I just finished Free Culture by Lawrence Lessig. This is a well written and historically grounded argument about the intellectual property (IP) “wars” being waged between IP distributors, the “Big Media”, and pro public domain advocates. He contends that there should be a limit to the rights afforded IP owners and creators. He also believes that those limits and regulations should be structured in away as to provide an effective incentive to creators in innovators to produce IP, but at the same time they should not afford monopolies to any single distribution industry or technology.

Our current laws do not accomplish this. I was a music performance major in college before switching to computer science. I have worked as a musician, teacher, film projector operator, and computer programmer. In all of my career, all of my money has been made through either the creation or dissemination of intellectual property. It is in my best interest for my IP property to be protected, but it has also been my observation that it seems that the biggest beneficiaries our current IP protections were the distributors. Lessig provides a historical perspective about why the law and market forces have established this system, and how this system once was, and could be again, different.

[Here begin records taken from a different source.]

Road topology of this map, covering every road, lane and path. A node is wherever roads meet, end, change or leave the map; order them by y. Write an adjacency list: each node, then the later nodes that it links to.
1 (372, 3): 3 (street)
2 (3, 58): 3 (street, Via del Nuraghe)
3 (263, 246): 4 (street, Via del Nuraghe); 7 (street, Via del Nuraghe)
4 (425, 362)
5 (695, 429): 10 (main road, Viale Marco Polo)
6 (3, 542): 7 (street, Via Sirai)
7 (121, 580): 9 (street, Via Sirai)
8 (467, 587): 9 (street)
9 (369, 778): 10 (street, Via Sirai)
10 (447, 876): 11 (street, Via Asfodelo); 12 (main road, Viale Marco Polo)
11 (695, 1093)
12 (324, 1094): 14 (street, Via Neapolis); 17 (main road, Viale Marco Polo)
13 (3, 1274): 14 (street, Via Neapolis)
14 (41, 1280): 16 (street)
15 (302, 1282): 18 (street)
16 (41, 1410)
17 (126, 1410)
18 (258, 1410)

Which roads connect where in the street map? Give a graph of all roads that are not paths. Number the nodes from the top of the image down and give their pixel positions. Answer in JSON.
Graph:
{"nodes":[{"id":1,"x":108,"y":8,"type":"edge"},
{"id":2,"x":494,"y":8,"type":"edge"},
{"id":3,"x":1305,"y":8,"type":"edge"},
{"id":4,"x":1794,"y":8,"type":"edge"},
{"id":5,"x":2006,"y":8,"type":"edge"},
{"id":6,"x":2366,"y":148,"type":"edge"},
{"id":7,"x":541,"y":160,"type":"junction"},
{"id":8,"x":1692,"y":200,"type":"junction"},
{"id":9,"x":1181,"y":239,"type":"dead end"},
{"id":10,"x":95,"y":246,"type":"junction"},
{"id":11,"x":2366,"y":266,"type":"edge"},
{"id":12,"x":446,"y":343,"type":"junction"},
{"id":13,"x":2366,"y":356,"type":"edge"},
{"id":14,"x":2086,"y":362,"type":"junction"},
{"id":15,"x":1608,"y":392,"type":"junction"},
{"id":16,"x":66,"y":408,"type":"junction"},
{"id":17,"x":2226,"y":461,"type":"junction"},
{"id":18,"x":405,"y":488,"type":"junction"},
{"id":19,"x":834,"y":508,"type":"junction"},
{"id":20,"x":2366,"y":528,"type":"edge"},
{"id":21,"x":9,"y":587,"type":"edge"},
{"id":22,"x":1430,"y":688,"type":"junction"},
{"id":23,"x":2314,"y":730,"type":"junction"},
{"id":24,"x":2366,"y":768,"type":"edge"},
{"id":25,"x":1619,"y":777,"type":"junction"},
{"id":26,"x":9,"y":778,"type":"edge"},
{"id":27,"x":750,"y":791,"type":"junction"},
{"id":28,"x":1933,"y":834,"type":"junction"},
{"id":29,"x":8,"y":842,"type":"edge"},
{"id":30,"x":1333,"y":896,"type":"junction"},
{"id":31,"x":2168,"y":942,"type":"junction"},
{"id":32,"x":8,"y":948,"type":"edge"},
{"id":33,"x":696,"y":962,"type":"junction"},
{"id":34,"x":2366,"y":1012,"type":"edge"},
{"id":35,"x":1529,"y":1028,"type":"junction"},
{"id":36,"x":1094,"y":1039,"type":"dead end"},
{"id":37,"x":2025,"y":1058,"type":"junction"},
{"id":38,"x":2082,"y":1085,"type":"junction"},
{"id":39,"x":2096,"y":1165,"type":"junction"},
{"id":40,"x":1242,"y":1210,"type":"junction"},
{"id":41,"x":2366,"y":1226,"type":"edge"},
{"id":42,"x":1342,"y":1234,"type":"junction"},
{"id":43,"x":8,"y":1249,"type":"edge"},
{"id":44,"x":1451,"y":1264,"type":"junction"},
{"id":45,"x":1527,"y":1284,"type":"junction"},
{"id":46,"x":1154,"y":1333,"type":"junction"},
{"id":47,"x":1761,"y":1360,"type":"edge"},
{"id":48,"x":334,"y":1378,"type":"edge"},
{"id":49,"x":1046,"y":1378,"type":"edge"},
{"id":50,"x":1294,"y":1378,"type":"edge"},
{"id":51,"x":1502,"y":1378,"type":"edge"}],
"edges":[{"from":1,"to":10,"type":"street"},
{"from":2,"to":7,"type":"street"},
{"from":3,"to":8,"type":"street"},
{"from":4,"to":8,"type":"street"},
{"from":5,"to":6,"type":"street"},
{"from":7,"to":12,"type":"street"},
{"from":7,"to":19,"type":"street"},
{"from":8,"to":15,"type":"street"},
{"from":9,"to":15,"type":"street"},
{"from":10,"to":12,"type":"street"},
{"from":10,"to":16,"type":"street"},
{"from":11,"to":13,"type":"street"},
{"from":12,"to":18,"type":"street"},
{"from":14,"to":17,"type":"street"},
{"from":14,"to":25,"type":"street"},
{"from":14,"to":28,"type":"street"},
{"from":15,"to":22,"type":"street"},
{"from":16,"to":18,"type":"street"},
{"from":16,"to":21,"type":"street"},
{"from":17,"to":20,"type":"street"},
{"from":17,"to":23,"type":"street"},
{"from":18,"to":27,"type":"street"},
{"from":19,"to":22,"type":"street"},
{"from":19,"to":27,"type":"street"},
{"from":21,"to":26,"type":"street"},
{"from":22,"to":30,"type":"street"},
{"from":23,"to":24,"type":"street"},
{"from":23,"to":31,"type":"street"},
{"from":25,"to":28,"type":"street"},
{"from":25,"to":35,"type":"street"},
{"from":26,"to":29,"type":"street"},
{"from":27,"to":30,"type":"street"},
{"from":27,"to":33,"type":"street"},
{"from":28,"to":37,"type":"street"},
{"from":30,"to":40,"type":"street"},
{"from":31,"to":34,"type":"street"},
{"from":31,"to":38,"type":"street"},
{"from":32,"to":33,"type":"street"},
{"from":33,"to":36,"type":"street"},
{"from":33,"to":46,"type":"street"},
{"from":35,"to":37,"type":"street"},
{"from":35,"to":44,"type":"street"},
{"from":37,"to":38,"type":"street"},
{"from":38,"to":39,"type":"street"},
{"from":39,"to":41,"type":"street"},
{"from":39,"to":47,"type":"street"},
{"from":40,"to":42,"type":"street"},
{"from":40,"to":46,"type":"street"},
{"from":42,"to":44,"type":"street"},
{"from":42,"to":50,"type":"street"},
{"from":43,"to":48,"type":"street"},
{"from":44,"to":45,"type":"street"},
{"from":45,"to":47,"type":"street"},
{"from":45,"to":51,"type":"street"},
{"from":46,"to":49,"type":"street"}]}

I have always been an active supporter of open source software, and the creative commons approach to content creation. I have argued for OSS from a technical perspective (security, reliability, vendor neutrality, etc.), and a strictly social-lefty standpoint (collaboration, community, greater good, etc.), but this is the first time I have seen the legal and economic argument laid out this completely and strongly. This is definitely a must read for anyone in the business of intellectual property.